On What is Folly in Times of Love and War

Entangled in a new abstract war, that was announced at its beginning to be an experiment in a new type of warfare, we in the West are left wandering and lost in the forest of our own rhetoric. This historical period's scare is Terrorism, or the Insurgent. But, who are the Insurgents, and why are they terrorizing? The US military defines an insurgency as an organized movement aimed at the overthrow of a constituted government through use of subversion and armed conflict. The Iraqi insurgency is being linked by the Bush Administration to Al Qaeda in order to tie it in to the worldwide "War on Terror". Accepting this proposed paradigm, we must assume that we are not dealing with an Iraqi Insurgency, but a Global Insurgency.
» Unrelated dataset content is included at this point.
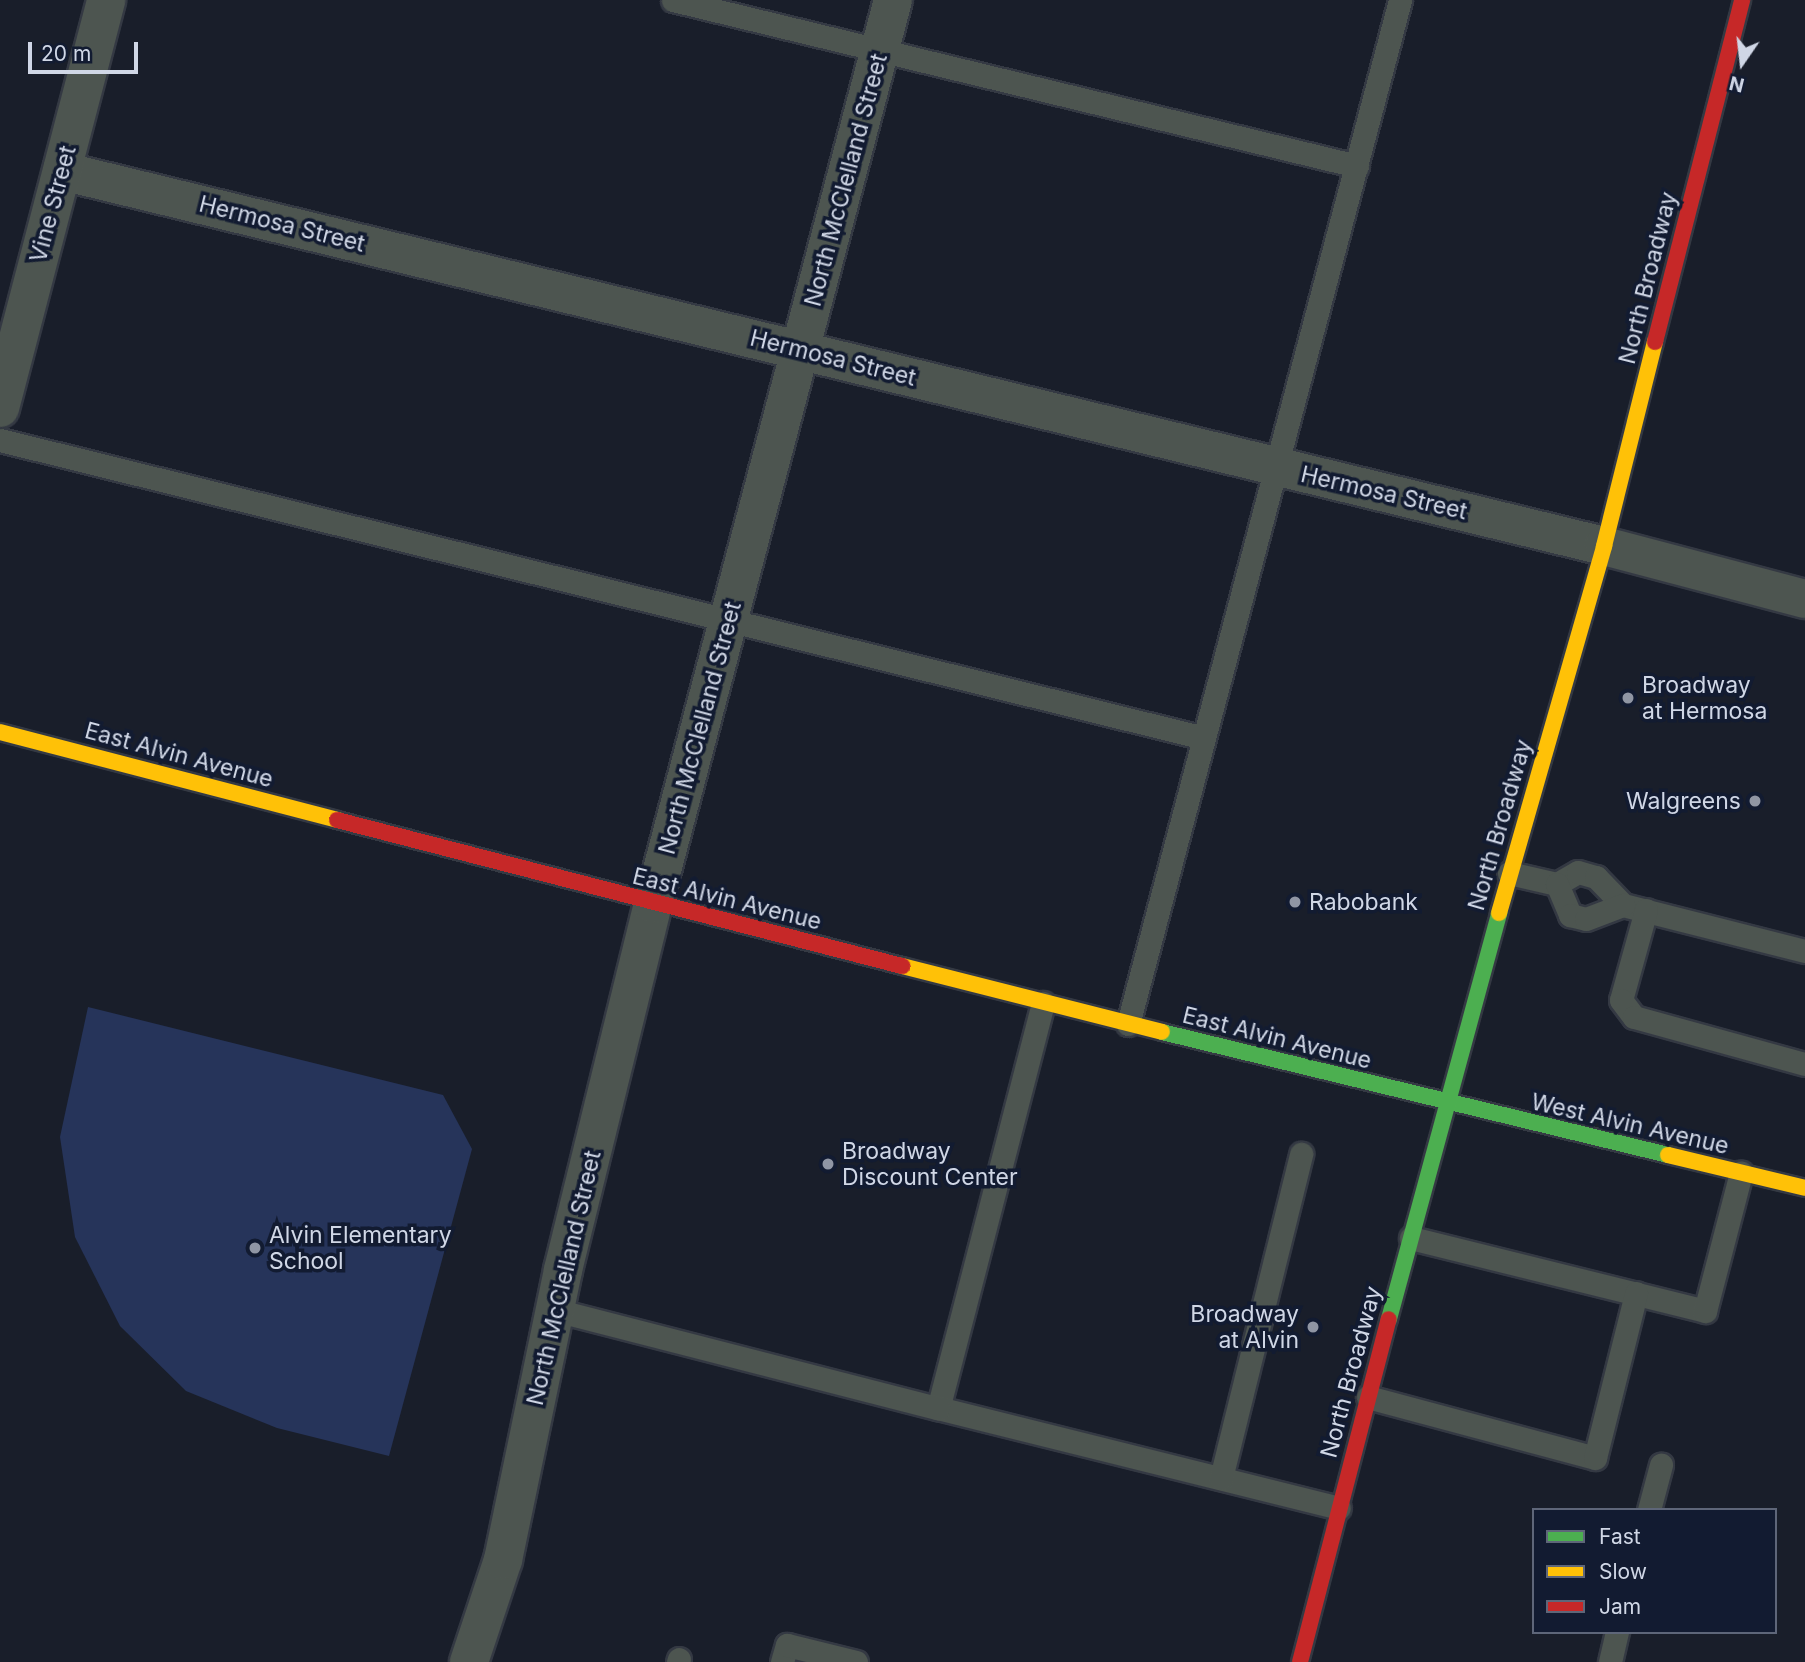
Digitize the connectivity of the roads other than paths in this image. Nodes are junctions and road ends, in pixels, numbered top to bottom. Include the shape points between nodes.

After the capitulation of Communism in the late 1980's we, perhaps naively, hoped that a new framework of international relations could replace Cold War polarities. Maybe our mistake was to buy into the concept of Pax Americana. As American citizens we often make two, optimistic but fundamentally mistaken, assumptions about our national historical patrimony. The first is the nostalgia for the lost American Isolationism- a preposterous idea, infirmed by everything from the extension of the thirteen colonies through Manifest Destiny to the Monroe Doctrine. The second is that if not we then at least our ancestors lived in the Land of Liberty, in Freedom. The reality is that like every other nation, ours too bathes in the blood and oppression of millions of human souls. We have massacred the indigenous population of the American continent, enslaved the people of Africa, burned witches, blacklisted artists and murdered progressive leaders, etc... The noble ideals enshrined in the common mythology of our foundation, as a People and Nation, are not declarations of fact but Goals that we aspire to achieve. The pyramid is left unfinished not because the laborers abandoned their work, but because their work is never ending. We are bound by our mortal weakness and can only be elevated by the breaking of our mental boundaries.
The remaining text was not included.